Eugene lonesco’nun “Yalnız Adam” diye Bertan Onaran tarafından Türkçe’ye çevrilerek yayınlanmış(Cem Yayınevi 1974)kitabından alıntılar
“Nesnel koşul diye bir şey yoktur.” (s. 9)
“(…) Sonsuz bir evren aklımızın alacağı şey değildir. Oysa gerek okulda, gerek başka yerlerde bana hep evrenin sonsuz olduğu söylenmişti. Ve sonra evrenin sonsuz değil, sonlu olduğu söylenmişti, buysa bana hani deyim yerindeyse, daha akıl almaz geliyordu, çünkü son’undan ‘sonra’ ne vardı acaba? (…)” (s. 16)
“(…) Gelirimle uzun süre yaşamayı tasarlıyordum. (…) Benim için en iyi şey işadamlarına ortak olmamaktı. (…)” (s. 18)
“(…) Dünya hayvanların kapatıldığı, düzmece dağların, yapay ormanların, göle benzer su birikintilerinin bulunduğu, ama dört bir yanından demir parmaklıklarla çevrilmiş bir hayvanat bahçesine benzetilebilirdi. (…)” (s. 19)
“(…), bilmeden içimizde taşıdığımız güneşi gizleyen bulutlardan başka bir şey olmayan yüzlerimiz. (…) Belli bir görüş açısı gereklidir bize, bakan ya da küçük bir memur, milyarder ya da serseri oluşumuzun hiç önemi yoktur. (…) En dondurucu soğuk bile karşı koyamaz yürek sıcaklığına. (…) İçkinin insana sağladığı iyilik geçicidir. İyilik ya da açıkgörüşlülük. (…)” (s. 23)
“(…) Devrim zorbalığı getirir, tez elden yerleştirir, işte o zaman en şiddetli arzular zincirden boşanır. (…) Benim arzum yok, ya da yeterli değil, ya da artık kalmadı. (…) Rahat bırakılmak isterim.
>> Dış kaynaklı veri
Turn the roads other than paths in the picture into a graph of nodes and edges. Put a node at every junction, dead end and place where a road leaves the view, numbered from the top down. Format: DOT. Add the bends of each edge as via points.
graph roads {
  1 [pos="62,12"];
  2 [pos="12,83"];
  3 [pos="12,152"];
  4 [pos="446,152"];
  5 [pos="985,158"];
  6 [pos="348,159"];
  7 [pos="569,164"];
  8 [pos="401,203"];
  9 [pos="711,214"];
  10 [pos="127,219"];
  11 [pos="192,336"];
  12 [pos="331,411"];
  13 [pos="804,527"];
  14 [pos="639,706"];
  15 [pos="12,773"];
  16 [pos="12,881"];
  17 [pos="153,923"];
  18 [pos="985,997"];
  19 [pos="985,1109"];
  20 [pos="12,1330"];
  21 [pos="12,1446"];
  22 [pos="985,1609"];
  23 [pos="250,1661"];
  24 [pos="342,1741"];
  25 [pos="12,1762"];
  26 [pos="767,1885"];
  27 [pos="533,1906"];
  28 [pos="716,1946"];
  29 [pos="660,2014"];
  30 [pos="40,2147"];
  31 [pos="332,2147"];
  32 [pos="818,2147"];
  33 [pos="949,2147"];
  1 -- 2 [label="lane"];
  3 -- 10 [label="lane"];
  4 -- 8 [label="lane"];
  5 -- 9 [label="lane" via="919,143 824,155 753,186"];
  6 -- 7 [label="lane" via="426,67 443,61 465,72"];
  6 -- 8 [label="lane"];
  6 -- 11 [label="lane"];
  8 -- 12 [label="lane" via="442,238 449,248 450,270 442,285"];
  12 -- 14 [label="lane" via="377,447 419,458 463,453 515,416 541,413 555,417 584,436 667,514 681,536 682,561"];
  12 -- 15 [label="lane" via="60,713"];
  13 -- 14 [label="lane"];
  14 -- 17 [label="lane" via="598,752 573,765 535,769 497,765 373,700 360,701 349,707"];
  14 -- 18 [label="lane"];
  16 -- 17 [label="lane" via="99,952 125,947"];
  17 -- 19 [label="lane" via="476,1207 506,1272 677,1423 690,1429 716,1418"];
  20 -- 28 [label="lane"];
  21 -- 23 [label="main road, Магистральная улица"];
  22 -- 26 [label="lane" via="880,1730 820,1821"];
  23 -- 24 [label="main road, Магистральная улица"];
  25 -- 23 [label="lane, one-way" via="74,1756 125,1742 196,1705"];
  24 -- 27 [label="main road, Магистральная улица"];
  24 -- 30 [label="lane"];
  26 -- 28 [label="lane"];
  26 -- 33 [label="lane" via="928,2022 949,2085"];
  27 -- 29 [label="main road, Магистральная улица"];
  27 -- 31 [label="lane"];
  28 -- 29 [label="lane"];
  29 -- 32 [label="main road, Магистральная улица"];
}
Başkalarının arzuları beni rahat bıraksın, artlarına takıp götürmeye kalkmasın. (…)” (s. 25)
“(…) Sokaklarda dolaşan ya da otobüslerin ardından koşan şu insanlar ne yapıyorlar acaba? Herkes bunu düşünmeye, daha doğrusu düşlenmeyeni düşlemeye kalksaydı, hiç yerlerinden kıpırdamazlardı.” (s. 35)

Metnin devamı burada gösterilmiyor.